⟨

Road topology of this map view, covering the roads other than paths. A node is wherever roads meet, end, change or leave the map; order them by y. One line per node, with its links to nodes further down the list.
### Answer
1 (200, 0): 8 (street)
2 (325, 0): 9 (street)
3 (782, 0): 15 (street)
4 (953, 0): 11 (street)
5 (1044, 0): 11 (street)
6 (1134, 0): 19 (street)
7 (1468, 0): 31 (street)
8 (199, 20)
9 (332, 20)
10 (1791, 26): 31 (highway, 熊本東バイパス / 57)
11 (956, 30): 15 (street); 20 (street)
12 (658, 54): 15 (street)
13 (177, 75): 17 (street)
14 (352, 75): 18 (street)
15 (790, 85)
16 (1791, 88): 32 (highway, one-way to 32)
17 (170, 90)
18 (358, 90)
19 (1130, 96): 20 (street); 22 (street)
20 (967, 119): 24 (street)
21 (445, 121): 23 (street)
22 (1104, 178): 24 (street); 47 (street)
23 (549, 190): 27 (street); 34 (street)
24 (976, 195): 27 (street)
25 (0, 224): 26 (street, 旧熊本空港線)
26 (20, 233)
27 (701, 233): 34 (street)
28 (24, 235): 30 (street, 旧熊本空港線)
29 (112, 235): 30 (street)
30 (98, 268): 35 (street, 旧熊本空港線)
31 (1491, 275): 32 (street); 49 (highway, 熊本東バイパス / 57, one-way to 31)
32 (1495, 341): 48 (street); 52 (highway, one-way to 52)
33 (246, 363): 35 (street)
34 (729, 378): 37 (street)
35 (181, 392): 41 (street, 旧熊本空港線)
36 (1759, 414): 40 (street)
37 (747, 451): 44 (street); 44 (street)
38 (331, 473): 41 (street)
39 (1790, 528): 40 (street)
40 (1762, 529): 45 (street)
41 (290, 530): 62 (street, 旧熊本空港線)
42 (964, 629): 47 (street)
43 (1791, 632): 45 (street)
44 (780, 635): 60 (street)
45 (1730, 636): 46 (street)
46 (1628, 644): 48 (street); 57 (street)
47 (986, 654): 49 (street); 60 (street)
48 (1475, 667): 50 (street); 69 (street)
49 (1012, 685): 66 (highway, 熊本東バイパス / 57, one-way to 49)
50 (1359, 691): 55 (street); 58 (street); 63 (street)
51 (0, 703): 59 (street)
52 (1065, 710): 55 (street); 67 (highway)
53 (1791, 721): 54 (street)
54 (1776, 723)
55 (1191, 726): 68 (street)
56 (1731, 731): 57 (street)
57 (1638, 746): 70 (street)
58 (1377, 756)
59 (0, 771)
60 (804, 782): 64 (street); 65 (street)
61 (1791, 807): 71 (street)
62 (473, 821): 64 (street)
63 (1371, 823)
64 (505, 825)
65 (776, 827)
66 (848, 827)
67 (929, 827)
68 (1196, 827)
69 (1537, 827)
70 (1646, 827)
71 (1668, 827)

⟩

What needs to be done: All of the material must be written out again exactly.

Task response:
Road topology of this map view, covering the roads other than paths. A node is wherever roads meet, end, change or leave the map; order them by y. One line per node, with its links to nodes further down the list.
### Answer
1 (200, 0): 8 (street)
2 (325, 0): 9 (street)
3 (782, 0): 15 (street)
4 (953, 0): 11 (street)
5 (1044, 0): 11 (street)
6 (1134, 0): 19 (street)
7 (1468, 0): 31 (street)
8 (199, 20)
9 (332, 20)
10 (1791, 26): 31 (highway, 熊本東バイパス / 57)
11 (956, 30): 15 (street); 20 (street)
12 (658, 54): 15 (street)
13 (177, 75): 17 (street)
14 (352, 75): 18 (street)
15 (790, 85)
16 (1791, 88): 32 (highway, one-way to 32)
17 (170, 90)
18 (358, 90)
19 (1130, 96): 20 (street); 22 (street)
20 (967, 119): 24 (street)
21 (445, 121): 23 (street)
22 (1104, 178): 24 (street); 47 (street)
23 (549, 190): 27 (street); 34 (street)
24 (976, 195): 27 (street)
25 (0, 224): 26 (street, 旧熊本空港線)
26 (20, 233)
27 (701, 233): 34 (street)
28 (24, 235): 30 (street, 旧熊本空港線)
29 (112, 235): 30 (street)
30 (98, 268): 35 (street, 旧熊本空港線)
31 (1491, 275): 32 (street); 49 (highway, 熊本東バイパス / 57, one-way to 31)
32 (1495, 341): 48 (street); 52 (highway, one-way to 52)
33 (246, 363): 35 (street)
34 (729, 378): 37 (street)
35 (181, 392): 41 (street, 旧熊本空港線)
36 (1759, 414): 40 (street)
37 (747, 451): 44 (street); 44 (street)
38 (331, 473): 41 (street)
39 (1790, 528): 40 (street)
40 (1762, 529): 45 (street)
41 (290, 530): 62 (street, 旧熊本空港線)
42 (964, 629): 47 (street)
43 (1791, 632): 45 (street)
44 (780, 635): 60 (street)
45 (1730, 636): 46 (street)
46 (1628, 644): 48 (street); 57 (street)
47 (986, 654): 49 (street); 60 (street)
48 (1475, 667): 50 (street); 69 (street)
49 (1012, 685): 66 (highway, 熊本東バイパス / 57, one-way to 49)
50 (1359, 691): 55 (street); 58 (street); 63 (street)
51 (0, 703): 59 (street)
52 (1065, 710): 55 (street); 67 (highway)
53 (1791, 721): 54 (street)
54 (1776, 723)
55 (1191, 726): 68 (street)
56 (1731, 731): 57 (street)
57 (1638, 746): 70 (street)
58 (1377, 756)
59 (0, 771)
60 (804, 782): 64 (street); 65 (street)
61 (1791, 807): 71 (street)
62 (473, 821): 64 (street)
63 (1371, 823)
64 (505, 825)
65 (776, 827)
66 (848, 827)
67 (929, 827)
68 (1196, 827)
69 (1537, 827)
70 (1646, 827)
71 (1668, 827)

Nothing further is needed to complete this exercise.